So far, the common wisdom in c-section deliveries has usually been that once you commit to that major abdominal surgery, you’ll be delivering all subsequent babies that way (with exceptions, of course). Some women may be all about the elective c-section. But for those mothers who are hoping for a vaginal delivery, the quick decision by a doctor in a non-medically necessary scenario, which accounts for most American c-sections, can revoke her chances of ever having the kind of labor that she wants.
Risks are reportedly low for women who attempt vaginal delivery after a c-section. However, a very real risk has been documented, particularly a rupturing of the uterus during labor. In a first ever national look at uterine ruptures in the UK, researchers found small — yet consistent — hazards:
In women who had a previous C-section, the risk of the womb rupturing during labour was seven times higher if they tried for a natural labour, compared with a planned C-section. The risk of the baby dying was three times higher.

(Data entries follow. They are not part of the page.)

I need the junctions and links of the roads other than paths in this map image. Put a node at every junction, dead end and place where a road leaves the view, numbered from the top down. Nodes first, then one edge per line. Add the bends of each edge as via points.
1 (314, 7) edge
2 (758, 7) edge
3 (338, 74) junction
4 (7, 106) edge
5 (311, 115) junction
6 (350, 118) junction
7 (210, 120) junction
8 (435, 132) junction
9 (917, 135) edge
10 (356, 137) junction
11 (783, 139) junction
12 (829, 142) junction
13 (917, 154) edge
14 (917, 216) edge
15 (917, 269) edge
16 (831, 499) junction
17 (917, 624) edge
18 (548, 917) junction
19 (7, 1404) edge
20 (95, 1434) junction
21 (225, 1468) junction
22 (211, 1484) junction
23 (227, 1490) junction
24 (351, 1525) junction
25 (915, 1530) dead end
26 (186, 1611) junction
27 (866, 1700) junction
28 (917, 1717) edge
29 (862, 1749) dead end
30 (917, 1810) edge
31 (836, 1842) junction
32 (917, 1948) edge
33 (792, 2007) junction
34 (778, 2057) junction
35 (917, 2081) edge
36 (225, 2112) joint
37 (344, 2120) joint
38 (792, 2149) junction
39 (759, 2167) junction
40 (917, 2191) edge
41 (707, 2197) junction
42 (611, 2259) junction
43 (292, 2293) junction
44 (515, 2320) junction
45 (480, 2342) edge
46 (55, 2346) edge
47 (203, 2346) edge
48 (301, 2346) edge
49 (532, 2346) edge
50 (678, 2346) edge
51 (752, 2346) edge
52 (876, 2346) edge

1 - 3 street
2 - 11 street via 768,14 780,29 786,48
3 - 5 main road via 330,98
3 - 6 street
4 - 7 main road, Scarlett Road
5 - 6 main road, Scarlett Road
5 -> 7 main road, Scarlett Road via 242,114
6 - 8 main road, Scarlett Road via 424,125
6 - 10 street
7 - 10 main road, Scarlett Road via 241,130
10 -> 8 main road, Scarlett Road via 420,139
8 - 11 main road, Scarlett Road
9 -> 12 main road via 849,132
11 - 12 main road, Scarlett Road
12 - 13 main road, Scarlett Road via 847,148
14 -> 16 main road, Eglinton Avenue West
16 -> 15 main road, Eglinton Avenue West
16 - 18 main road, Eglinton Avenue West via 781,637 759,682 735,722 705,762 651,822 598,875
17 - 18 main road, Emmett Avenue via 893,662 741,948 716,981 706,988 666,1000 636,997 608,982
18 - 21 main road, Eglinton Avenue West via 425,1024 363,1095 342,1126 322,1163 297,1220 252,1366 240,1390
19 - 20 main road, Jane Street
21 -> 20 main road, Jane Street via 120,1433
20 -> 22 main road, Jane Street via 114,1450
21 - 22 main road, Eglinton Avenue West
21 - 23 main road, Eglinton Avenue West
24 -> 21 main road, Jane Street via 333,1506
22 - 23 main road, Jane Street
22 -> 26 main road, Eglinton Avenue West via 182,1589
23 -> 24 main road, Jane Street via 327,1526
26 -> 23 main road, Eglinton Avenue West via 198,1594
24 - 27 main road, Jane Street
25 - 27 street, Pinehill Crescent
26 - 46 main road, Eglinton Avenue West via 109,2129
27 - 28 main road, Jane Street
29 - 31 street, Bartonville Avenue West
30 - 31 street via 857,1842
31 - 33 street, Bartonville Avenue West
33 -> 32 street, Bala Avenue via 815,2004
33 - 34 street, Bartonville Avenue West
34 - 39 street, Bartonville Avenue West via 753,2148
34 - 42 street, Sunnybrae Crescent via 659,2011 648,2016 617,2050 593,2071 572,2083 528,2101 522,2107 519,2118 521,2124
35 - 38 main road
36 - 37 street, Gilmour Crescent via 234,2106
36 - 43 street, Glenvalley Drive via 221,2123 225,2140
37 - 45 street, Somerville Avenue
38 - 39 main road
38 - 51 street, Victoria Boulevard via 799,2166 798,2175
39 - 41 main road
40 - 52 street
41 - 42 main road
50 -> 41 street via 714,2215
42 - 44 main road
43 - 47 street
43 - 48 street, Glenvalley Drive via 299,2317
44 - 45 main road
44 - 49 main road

However, the overall risk was low – 2 in 10,000 of every UK pregnancies.
Australia has some similar findings, as the Australian Research Centre for Health of Women and Babies determined that planned repeat c-sections resulted in less severe bleeding than those women who opted for natural labor. There was also less of chance of the baby dying in the uterus when c-sections were on the agenda.
These findings, which have revisited the complications of c-sections, further evidence the need for women to discuss all their options with their doctors before delivery day. Simple going on autopilot or consenting to your doctor without further questioning could very well impact how you plan to expand your family.